Task brief => Check each line of the listing for the string "SOLMSSTRAAT", then state how many lines have it. Only the number is wanted.

Data supplied =>
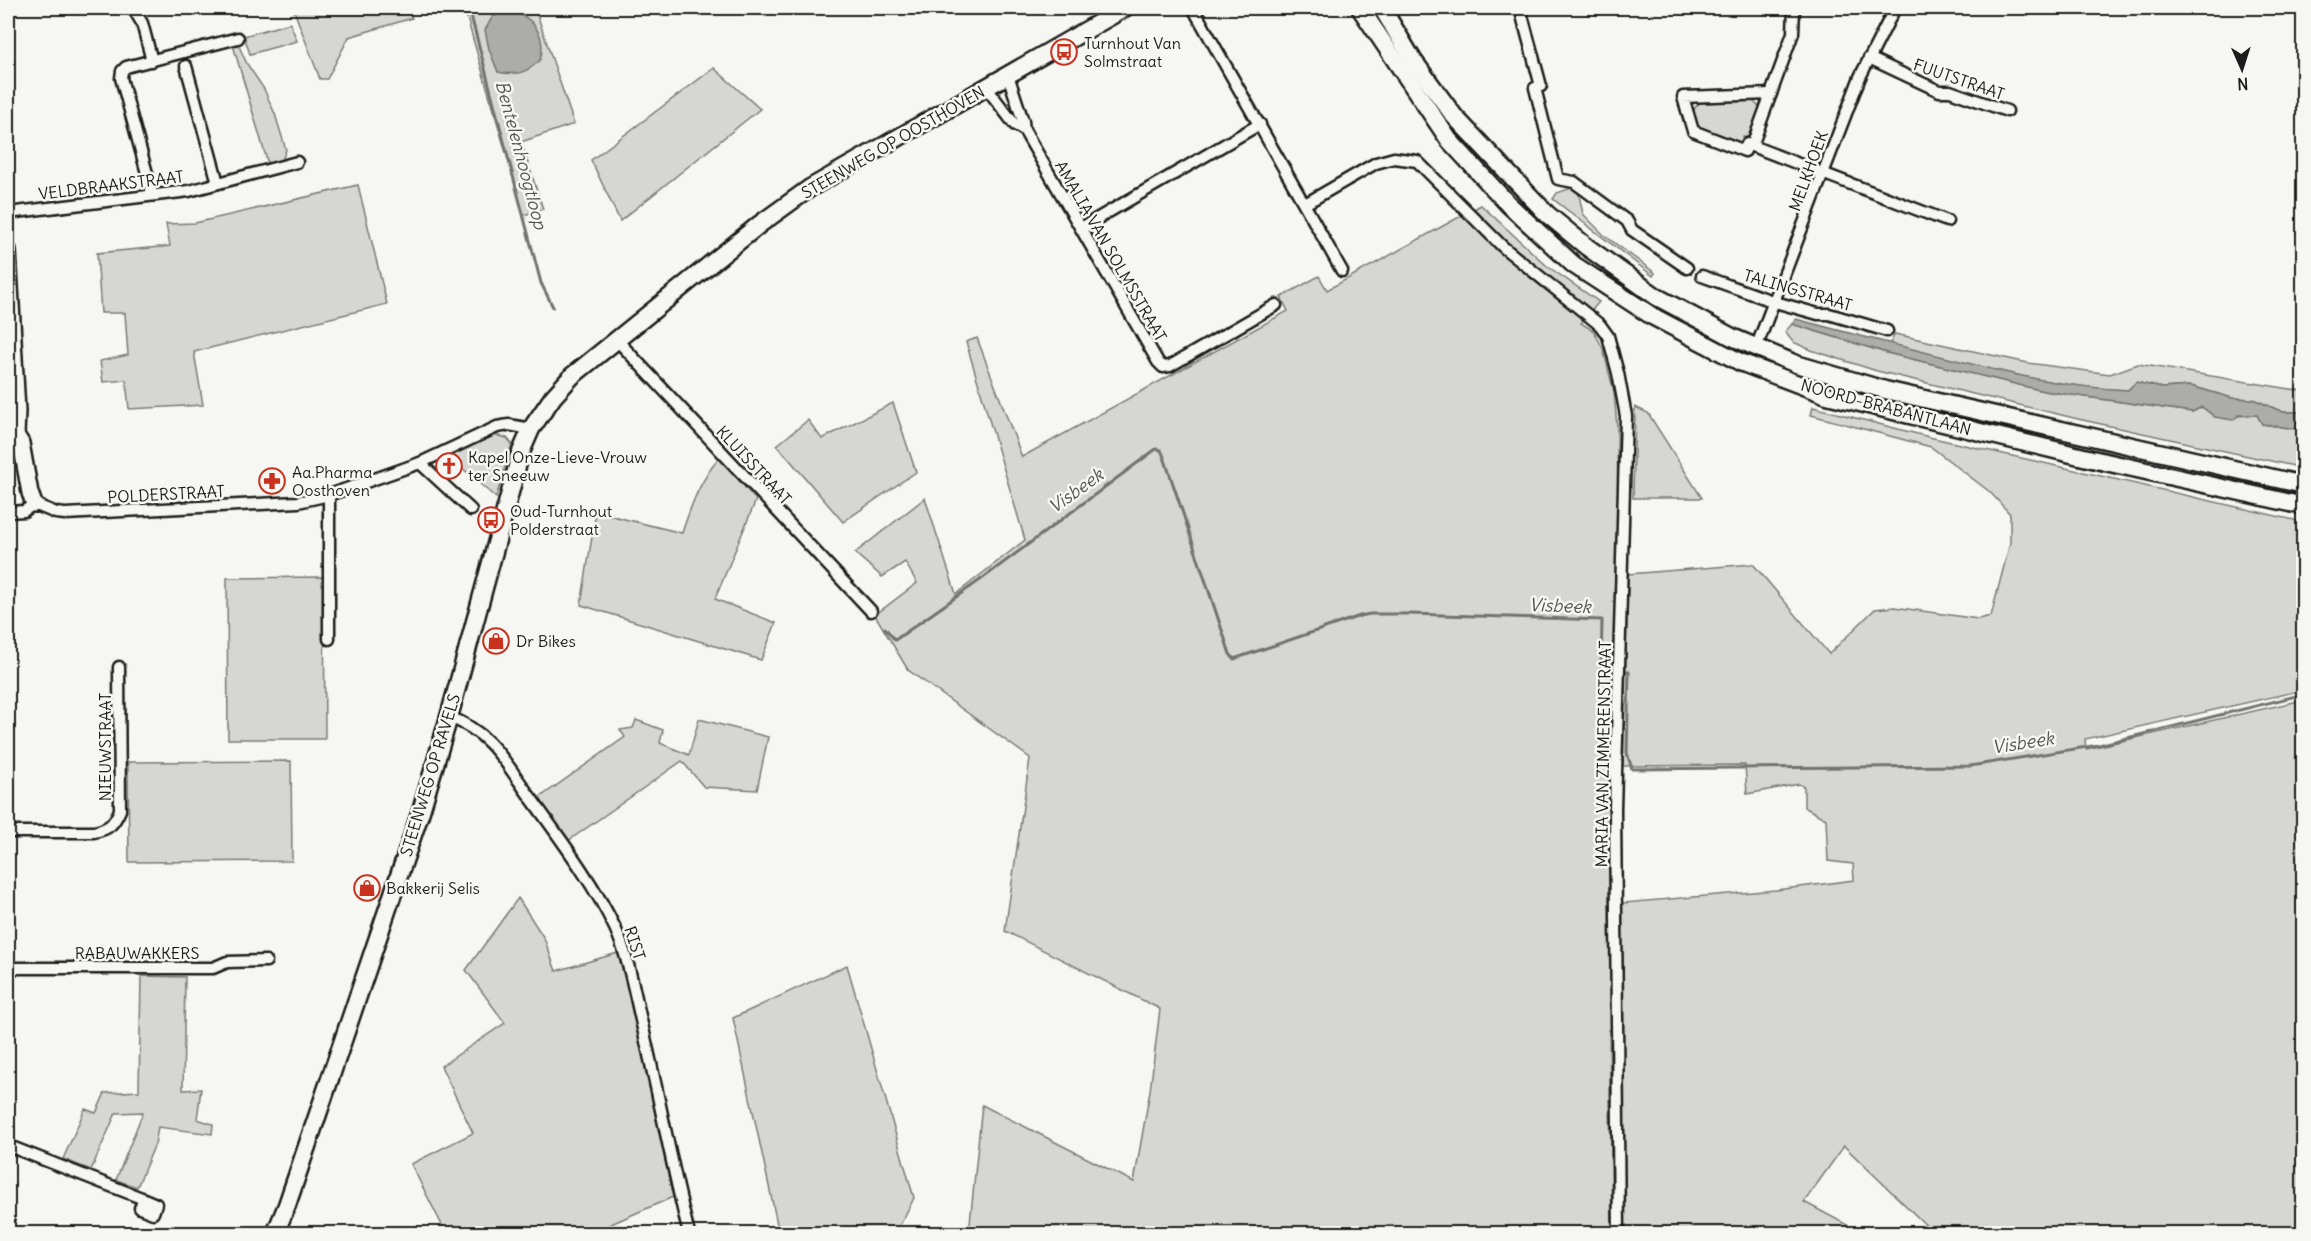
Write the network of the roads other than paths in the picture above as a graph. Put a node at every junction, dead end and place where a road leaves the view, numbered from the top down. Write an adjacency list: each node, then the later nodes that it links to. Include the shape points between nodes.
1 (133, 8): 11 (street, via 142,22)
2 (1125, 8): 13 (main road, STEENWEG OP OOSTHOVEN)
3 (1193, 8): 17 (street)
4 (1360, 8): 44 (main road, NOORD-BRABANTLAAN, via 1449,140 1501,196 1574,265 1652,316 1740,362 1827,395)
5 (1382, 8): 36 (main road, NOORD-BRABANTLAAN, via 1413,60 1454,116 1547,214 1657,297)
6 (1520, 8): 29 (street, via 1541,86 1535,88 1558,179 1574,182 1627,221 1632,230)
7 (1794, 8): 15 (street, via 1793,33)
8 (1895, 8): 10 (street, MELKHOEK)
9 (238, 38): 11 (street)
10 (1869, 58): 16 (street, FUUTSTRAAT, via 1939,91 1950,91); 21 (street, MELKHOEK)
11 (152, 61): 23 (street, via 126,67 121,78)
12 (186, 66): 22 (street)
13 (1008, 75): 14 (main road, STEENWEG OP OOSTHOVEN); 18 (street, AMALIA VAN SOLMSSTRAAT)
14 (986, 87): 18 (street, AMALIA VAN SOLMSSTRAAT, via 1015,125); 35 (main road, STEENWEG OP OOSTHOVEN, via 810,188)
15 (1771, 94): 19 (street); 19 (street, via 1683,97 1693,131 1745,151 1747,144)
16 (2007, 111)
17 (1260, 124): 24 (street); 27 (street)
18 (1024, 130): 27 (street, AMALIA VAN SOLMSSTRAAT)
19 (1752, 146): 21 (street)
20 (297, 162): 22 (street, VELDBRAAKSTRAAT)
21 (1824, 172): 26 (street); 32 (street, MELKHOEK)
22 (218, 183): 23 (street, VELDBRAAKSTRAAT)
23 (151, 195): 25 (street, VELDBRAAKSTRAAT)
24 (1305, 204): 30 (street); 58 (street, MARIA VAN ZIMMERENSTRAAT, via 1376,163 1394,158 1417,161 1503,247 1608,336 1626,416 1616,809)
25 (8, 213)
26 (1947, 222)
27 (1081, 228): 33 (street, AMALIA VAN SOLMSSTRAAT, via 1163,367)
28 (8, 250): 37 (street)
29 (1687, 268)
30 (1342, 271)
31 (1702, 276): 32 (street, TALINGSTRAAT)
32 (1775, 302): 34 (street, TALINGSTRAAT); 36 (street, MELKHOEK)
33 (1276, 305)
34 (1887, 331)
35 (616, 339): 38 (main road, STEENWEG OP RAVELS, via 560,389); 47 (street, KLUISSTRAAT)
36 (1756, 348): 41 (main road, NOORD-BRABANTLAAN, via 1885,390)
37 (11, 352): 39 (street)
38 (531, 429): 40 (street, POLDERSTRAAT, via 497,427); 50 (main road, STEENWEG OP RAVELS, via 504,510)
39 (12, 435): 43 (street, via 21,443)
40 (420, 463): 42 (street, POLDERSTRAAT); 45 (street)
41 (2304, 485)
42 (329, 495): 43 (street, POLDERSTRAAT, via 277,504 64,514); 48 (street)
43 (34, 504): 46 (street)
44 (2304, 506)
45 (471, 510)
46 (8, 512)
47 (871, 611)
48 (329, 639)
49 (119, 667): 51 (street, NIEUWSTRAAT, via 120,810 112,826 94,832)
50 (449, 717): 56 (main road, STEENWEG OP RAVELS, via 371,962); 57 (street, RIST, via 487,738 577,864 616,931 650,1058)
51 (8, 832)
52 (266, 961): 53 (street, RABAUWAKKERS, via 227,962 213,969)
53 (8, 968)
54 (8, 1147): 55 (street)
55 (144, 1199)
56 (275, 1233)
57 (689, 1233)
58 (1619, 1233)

Exercise solution => 4